2. Treatment Plan

After diagnosis, the next step was a treatment plan. I was to be referred to yet another hospital, Princess Margaret Cancer Centre, for radiation therapy. I would be under the care of Dr Normand LaPerriere. A few days later I attended his clinic for the first time, and was taken through a treatment planning session where I had a mask molded for my head (a lot like a hockey goalie’s mask) by means of which I would be immobilized for radiation treatments. Dr LaPerriere is a likeable person, who answered my questions as compassionately as any doctor I have met. However, when it came to the question of prognosis, he was clearly uncomfortable about telling me the hard news. I embarked on a course of 25 radiation treatments, which were given daily over the ensuing 6 weeks. The radiation therapy appointments only took about 20 minutes each day, but because my wife had to drive me to them, each appointment used up half the day.

Around the fourth week I started to lose my hair in the areas that the radiation beam was focused (basically the sides of my head). My hairstyle started to resemble a Mohawk cut, so I made a visit to the barbershop and had my head shaved. I also got radiation burns to the skin, which resembled sunburn. Under Dr LaPerriere’s direction I was tapered off the Decadron. I was glad of that because I was starting to resemble the Michelin man! Under the Decadron regimen I had started to gain back the leg function that I had lost, and was able to walk quite easily, with only a trace of awkwardness. Driving, however, was still out of the question. I had never had a seizure, and was therefore legally still allowed to drive. However, I was sensible enough to not get behind the wheel, because the sensation of pressure on the sole of my right foot was not enough for safe use of the brake and gas pedals. As the weeks went by, there was a continued gradual improvement, so I knew that sooner or later I’d attempt to drive again.

during
During radiation treatment I had my head shaved. My hair never grew back exactly as it was originally. Where the radiation was directed my hair is now thinner, prematurely grey and lies flatter. Nowadays I keep my hair short.

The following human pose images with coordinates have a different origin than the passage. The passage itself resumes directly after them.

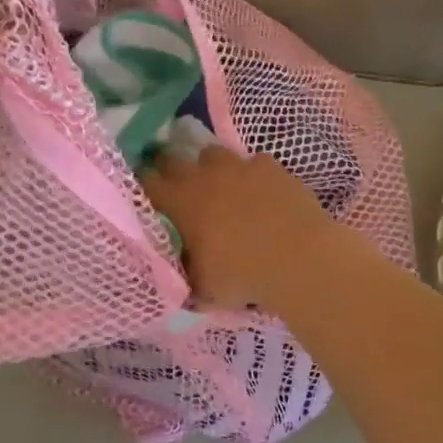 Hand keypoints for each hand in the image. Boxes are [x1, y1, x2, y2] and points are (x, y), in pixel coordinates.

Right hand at [142, 147, 345, 309]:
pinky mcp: (269, 166)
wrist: (299, 258)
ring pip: (213, 154)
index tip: (145, 192)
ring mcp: (238, 166)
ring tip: (221, 187)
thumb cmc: (242, 275)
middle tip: (177, 187)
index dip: (143, 184)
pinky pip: (253, 162)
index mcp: (180, 202)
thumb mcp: (202, 288)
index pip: (147, 182)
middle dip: (171, 169)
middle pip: (174, 158)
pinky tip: (262, 192)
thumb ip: (184, 274)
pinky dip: (253, 175)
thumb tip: (177, 273)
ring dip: (211, 168)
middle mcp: (203, 176) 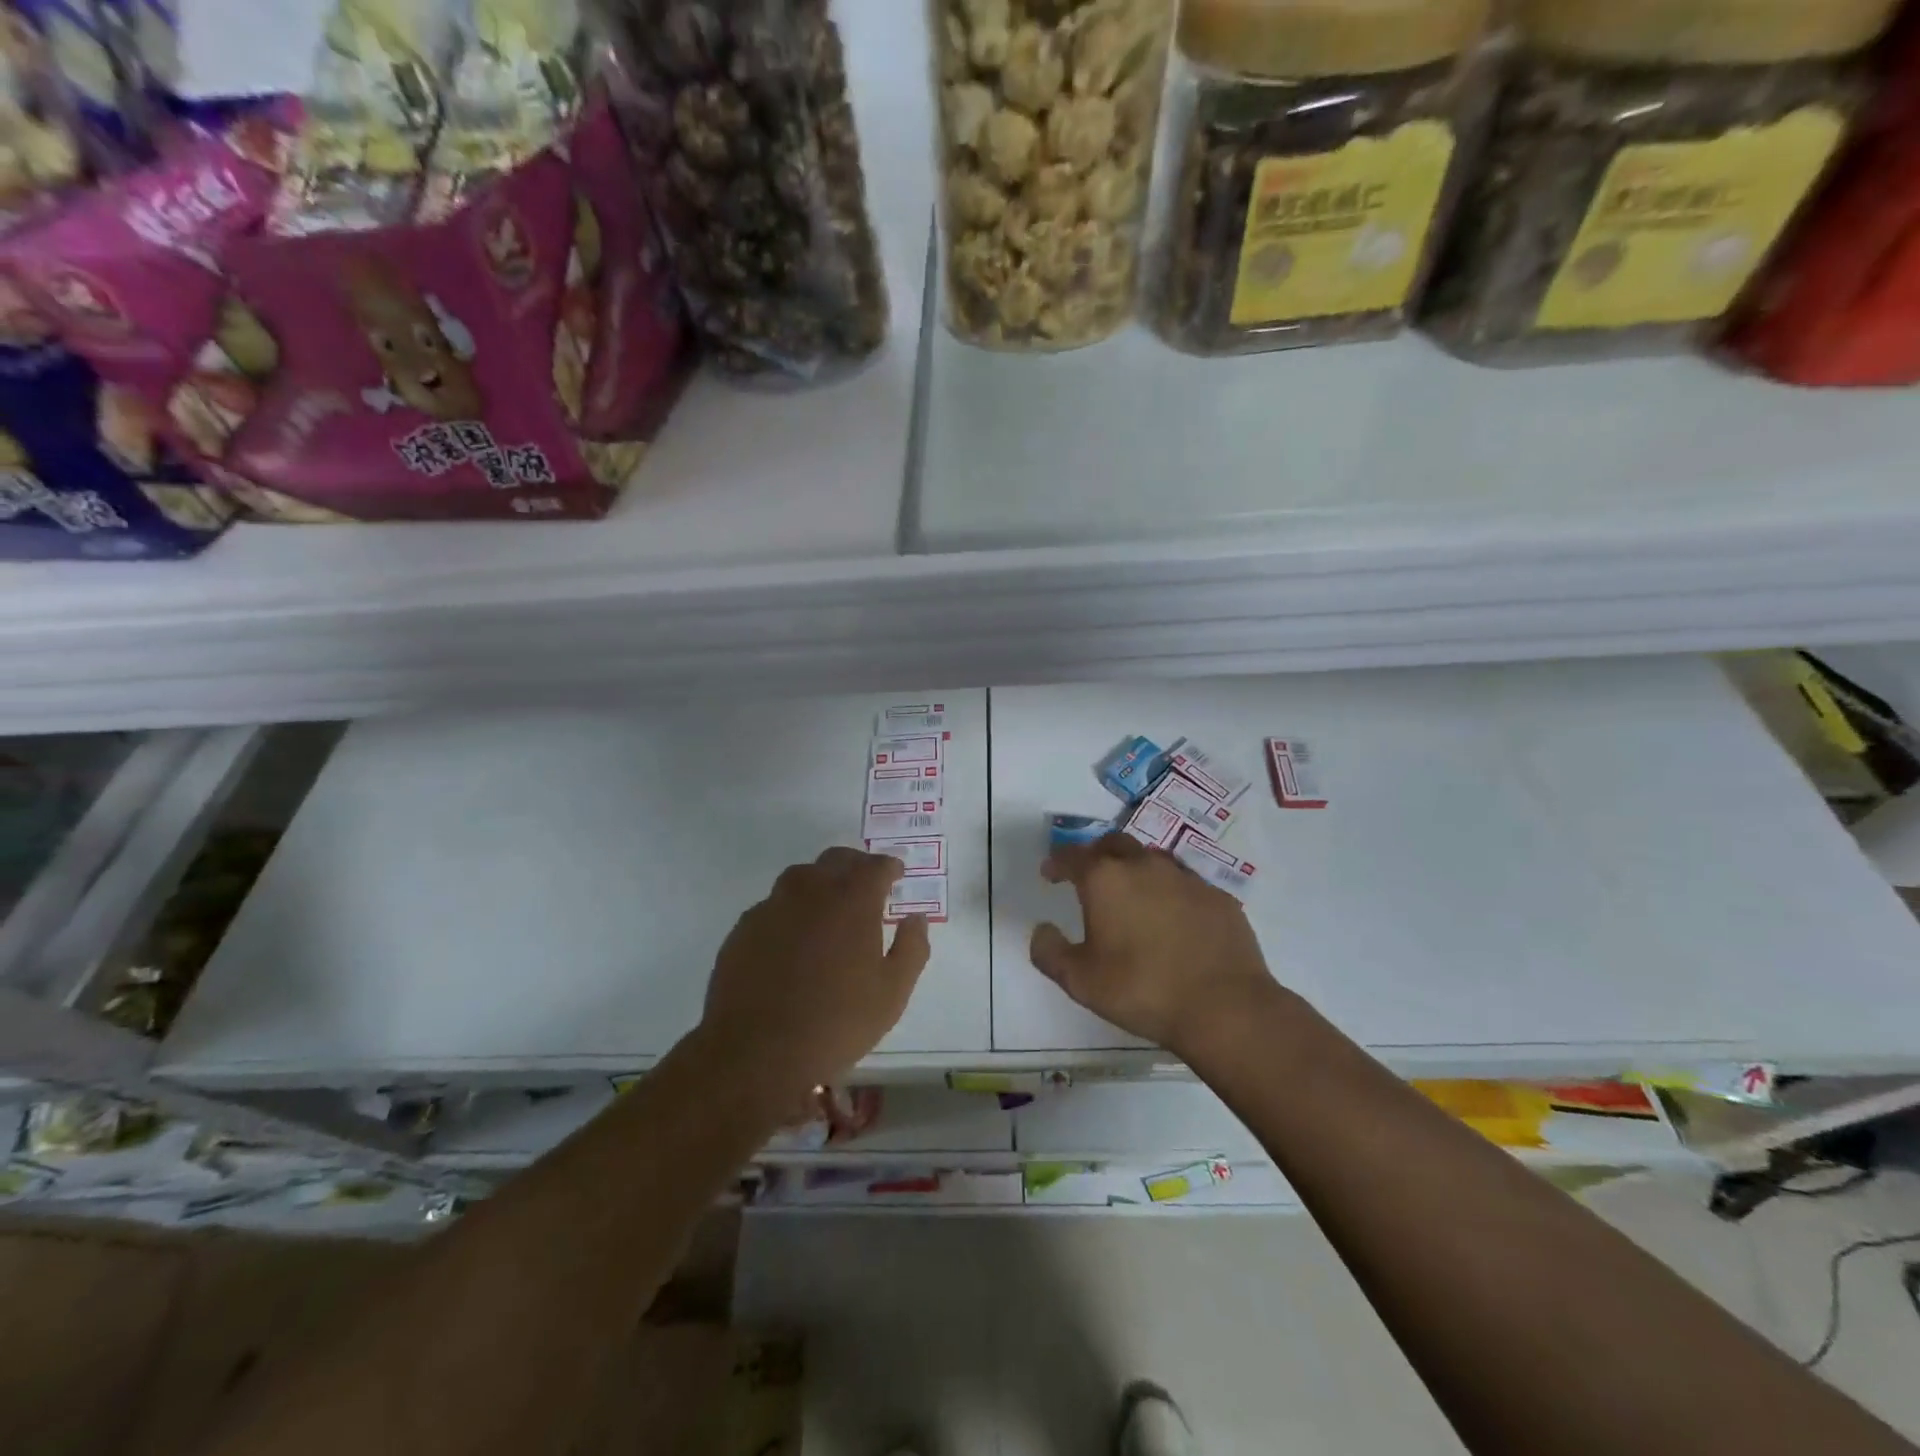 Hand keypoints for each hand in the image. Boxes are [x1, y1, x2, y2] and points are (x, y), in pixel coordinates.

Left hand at [702, 848, 930, 1100]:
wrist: (756, 1053)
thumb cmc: (836, 1022)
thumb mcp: (892, 992)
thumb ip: (911, 948)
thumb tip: (915, 918)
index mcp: (852, 901)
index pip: (875, 866)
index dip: (888, 867)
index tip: (896, 874)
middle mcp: (811, 891)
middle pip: (836, 861)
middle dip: (856, 866)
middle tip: (866, 884)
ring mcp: (772, 907)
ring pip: (801, 877)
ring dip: (820, 883)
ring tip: (829, 907)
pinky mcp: (743, 929)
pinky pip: (774, 905)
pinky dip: (790, 910)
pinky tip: (793, 938)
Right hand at [1030, 833, 1278, 1059]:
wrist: (1224, 1006)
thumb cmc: (1142, 990)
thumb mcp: (1080, 981)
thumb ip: (1050, 952)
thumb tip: (1042, 930)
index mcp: (1106, 879)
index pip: (1072, 856)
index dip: (1057, 862)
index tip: (1050, 873)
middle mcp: (1144, 866)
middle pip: (1114, 844)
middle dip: (1096, 854)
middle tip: (1089, 876)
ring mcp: (1186, 878)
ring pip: (1152, 859)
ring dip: (1135, 868)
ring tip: (1132, 894)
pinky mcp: (1217, 897)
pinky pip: (1185, 883)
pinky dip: (1170, 891)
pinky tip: (1172, 917) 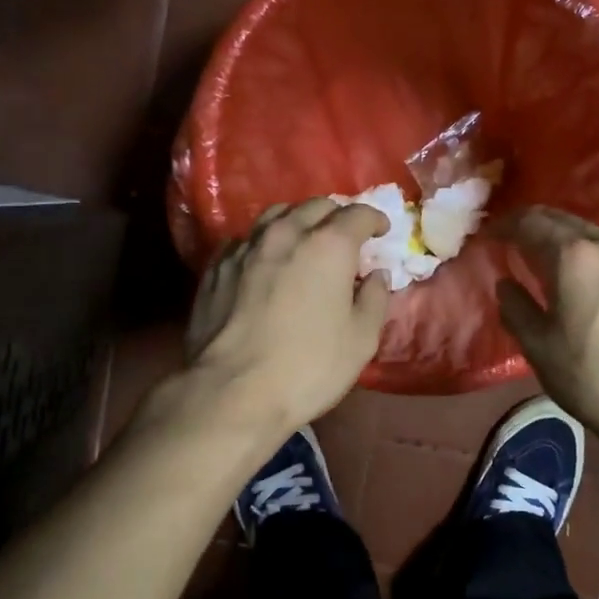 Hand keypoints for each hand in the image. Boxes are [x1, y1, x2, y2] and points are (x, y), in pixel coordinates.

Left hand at [186, 199, 391, 433]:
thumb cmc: (308, 367)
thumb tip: (376, 276)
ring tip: (303, 241)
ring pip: (276, 215)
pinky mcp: (216, 267)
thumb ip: (375, 299)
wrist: (232, 392)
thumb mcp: (361, 340)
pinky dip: (264, 243)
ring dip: (297, 221)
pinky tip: (265, 262)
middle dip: (336, 216)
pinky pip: (246, 240)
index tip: (381, 231)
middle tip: (345, 237)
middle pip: (316, 206)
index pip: (358, 214)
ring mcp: (245, 247)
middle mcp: (286, 233)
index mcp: (328, 246)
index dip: (375, 220)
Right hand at [494, 206, 598, 438]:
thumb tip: (506, 284)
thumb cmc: (593, 377)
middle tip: (511, 239)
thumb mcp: (539, 347)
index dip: (505, 226)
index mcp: (573, 256)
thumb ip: (516, 308)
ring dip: (562, 236)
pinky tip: (582, 276)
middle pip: (563, 220)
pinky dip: (587, 252)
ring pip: (590, 232)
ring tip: (544, 256)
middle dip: (533, 224)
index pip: (530, 223)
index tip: (488, 235) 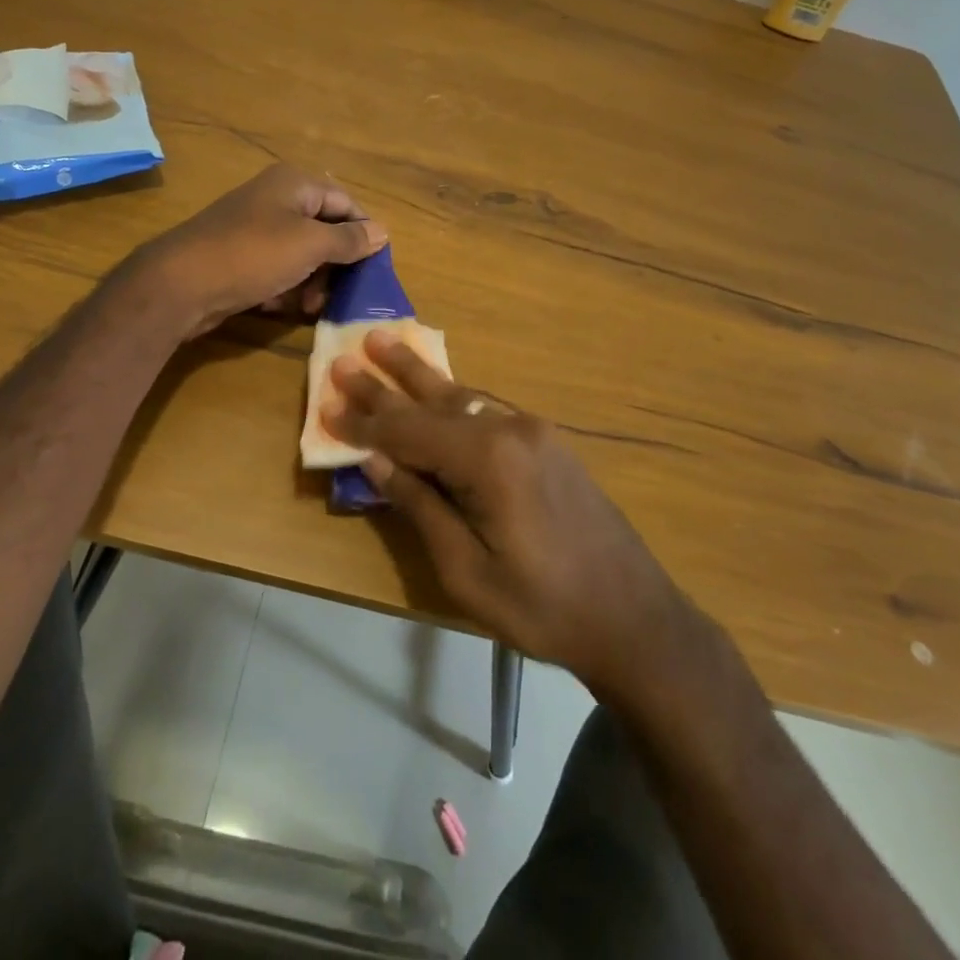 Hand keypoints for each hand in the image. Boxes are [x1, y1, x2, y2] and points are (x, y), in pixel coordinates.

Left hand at [137, 164, 387, 337]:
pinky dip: (283, 288)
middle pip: (324, 230)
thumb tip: (382, 232)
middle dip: (335, 265)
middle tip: (339, 295)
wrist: (181, 283)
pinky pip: (276, 269)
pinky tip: (278, 306)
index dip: (363, 234)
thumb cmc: (254, 255)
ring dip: (311, 282)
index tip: (373, 269)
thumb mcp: (311, 245)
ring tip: (307, 306)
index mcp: (295, 184)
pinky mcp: (240, 257)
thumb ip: (350, 239)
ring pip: (301, 254)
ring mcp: (255, 228)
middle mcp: (276, 199)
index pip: (346, 203)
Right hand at [322, 330, 699, 699]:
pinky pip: (486, 410)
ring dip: (418, 376)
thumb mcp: (467, 570)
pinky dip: (451, 399)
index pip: (408, 432)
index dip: (364, 423)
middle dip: (385, 382)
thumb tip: (376, 460)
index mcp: (488, 459)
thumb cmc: (542, 607)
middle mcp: (510, 429)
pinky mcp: (546, 442)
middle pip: (433, 401)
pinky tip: (436, 388)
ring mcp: (533, 431)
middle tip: (346, 356)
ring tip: (384, 343)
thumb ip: (420, 506)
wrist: (633, 616)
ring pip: (462, 396)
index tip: (326, 406)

Towards the end of the radiation treatment, I asked Dr LaPerriere what the next step in my treatment should be. He offered to refer me to a neuro-oncologist at Princess Margaret, by the name of Dr Warren Mason. Dr Mason had already been recommended to me, by someone I corresponded with on the Internet, so I felt comfortable with the referral. I could have ceased treatment at that point, as I don’t believe any further treatment would have been offered if I didn’t explicitly request it. However, I had learned from my research that radiation and chemotherapy were often used as a one-two punch. The main question was which chemo agent to use. I asked Dr Mason about several different chemo drugs, and he patiently answered my questions. Not all the drugs were available at Princess Margaret, and Dr Mason thought that several of the ones I had read about were not very promising (high dose Tamoxifen, Thalidomide etc.). In the end we settled on CCNU (a.k.a. Lomustine, a nitro-sourea based cytotoxic agent that is administered orally). CCNU is an old standby, which is often dismissed as useless by desperate patients and aggressive neuro-oncologists alike. However, as Dr Mason pointed out, CCNU, and its cousin BCNU, were still the most proven chemo agents in the treatment of malignant brain tumors. The only problem was the “best” was not very good. Many GBM patients found no advantage from chemotherapy at all, but in a small minority of cases there is a significant clinically detectable response. The way it was put to me, why not try the standard treatment first, and if that didn’t seem to be working, then look for something else.

I had my first scan since the end of radiation treatment, and things still looked confused, but there was no reason to believe that the tumor had grown through the radiation. Therefore, after some blood tests, I was given my first prescription for CCNU, to be taken at lunchtime the next day, after fasting from 9 pm the previous night. I was also given a prescription for an anti-nausea drug called Zofran – the Cadillac of anti-nausea drugs – as it was expected that the CCNU would make me extremely nauseous. It turned out that the Zofran did no good at all, as a couple of hours after I took the CCNU, I started to vomit at frequent intervals for the next twelve hours. Nevertheless, my next scan showed that the tumor was not growing! After six weeks, I had blood tests to ensure that my platelet and white cell counts were not being badly suppressed by the CCNU. If they were, I would not be able to get the next round of treatment until the counts recovered. We discovered that, thankfully, my tolerance to the treatment was good. Many people have to quit the chemo regimen early because their blood counts do not recover well.

Dr Mason increased my Zofran dose for the next round, and I continued with the treatment. As it happens, I never again experienced the extreme nausea I got the first time around, and by the time I got to round five, I was back at work full time, taking the CCNU at lunchtime and then returning to my desk. I suspect that the initial nausea was caused more by extreme anxiety than anything physical. I was sick because I expected to be sick.